Task instructions
Pull every line that includes the word "nodes" from the data.

Input records

# # # # # # #

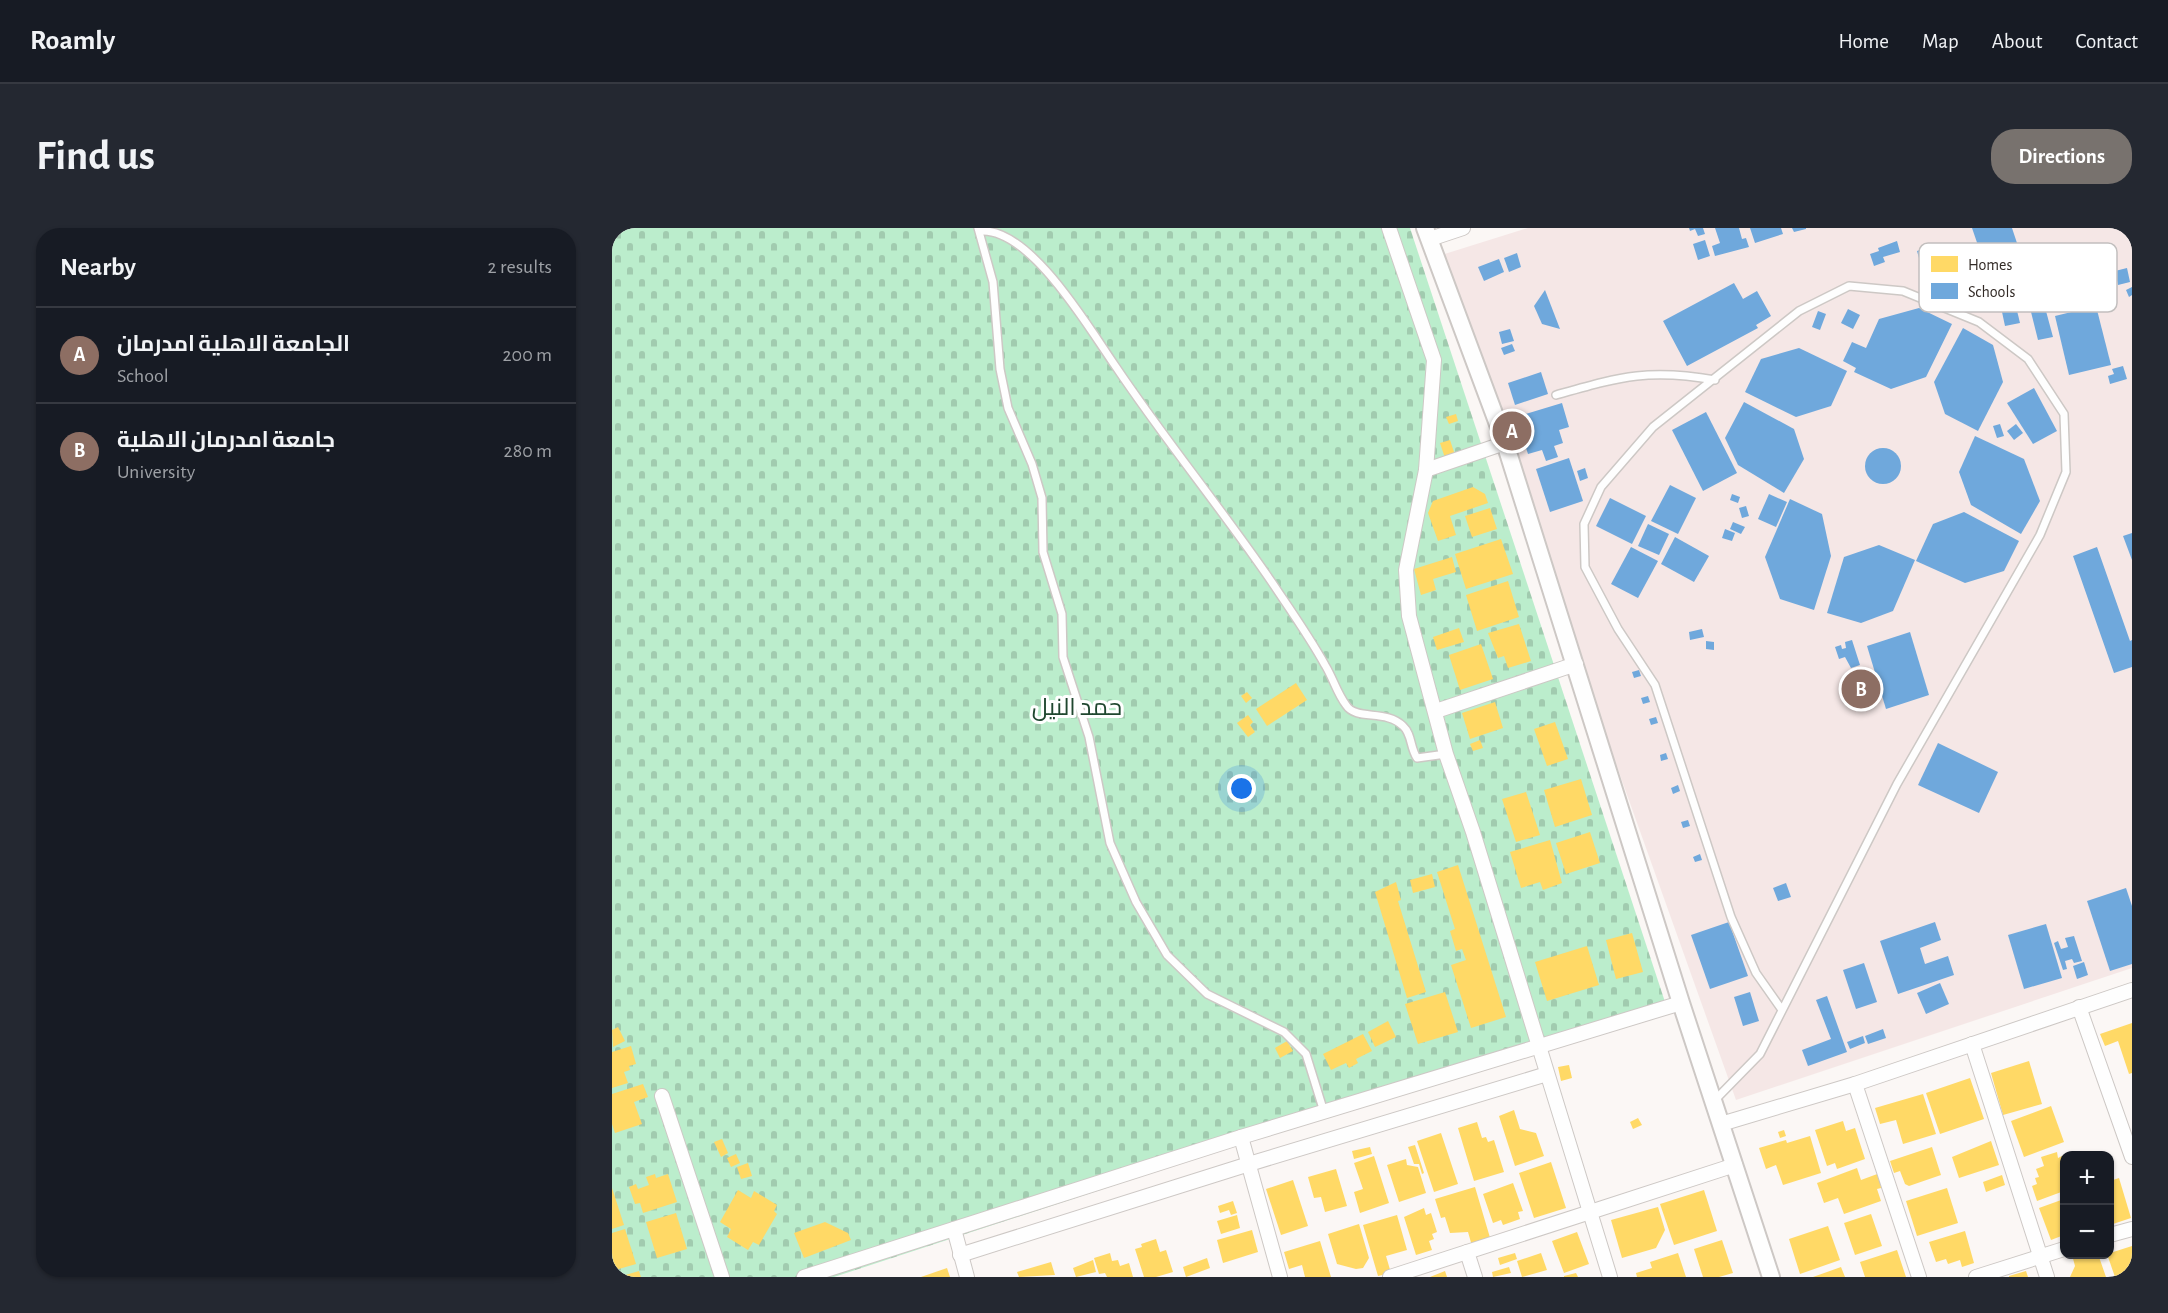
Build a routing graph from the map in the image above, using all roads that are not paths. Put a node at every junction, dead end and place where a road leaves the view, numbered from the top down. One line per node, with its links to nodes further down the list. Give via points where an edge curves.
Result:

# # # # # # #

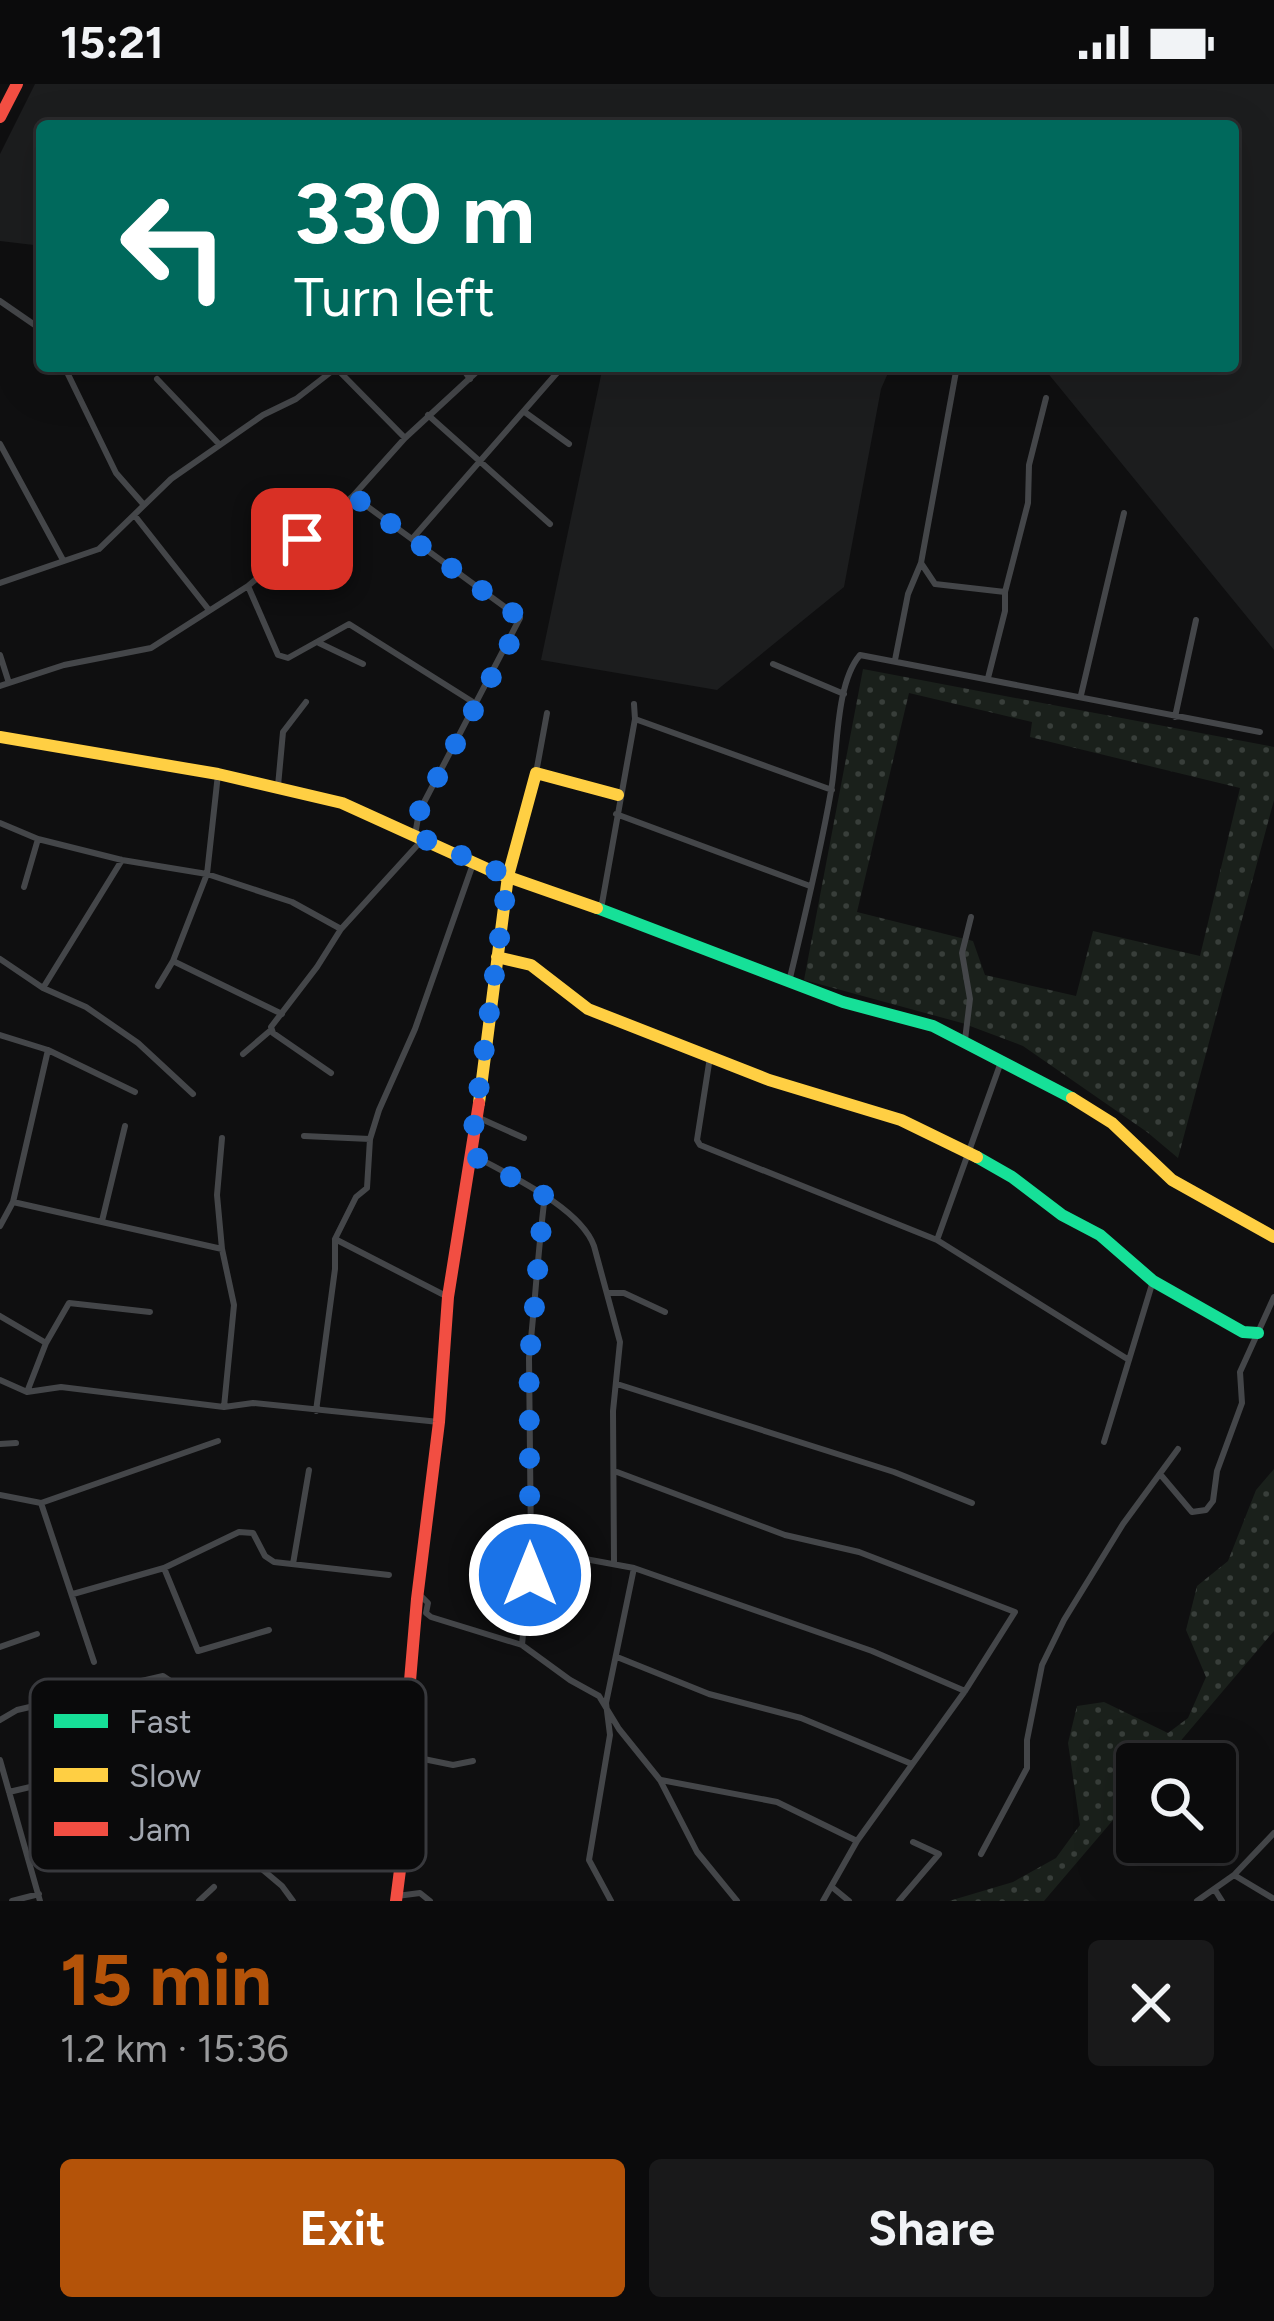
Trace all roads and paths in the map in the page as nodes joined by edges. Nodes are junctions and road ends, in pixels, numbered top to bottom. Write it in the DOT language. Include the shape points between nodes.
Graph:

# # # # # # #

Solution to the problem
Build a routing graph from the map in the image above, using all roads that are not paths. Put a node at every junction, dead end and place where a road leaves the view, numbered from the top down. One line per node, with its links to nodes further down the list. Give via points where an edge curves.
Trace all roads and paths in the map in the page as nodes joined by edges. Nodes are junctions and road ends, in pixels, numbered top to bottom. Write it in the DOT language. Include the shape points between nodes.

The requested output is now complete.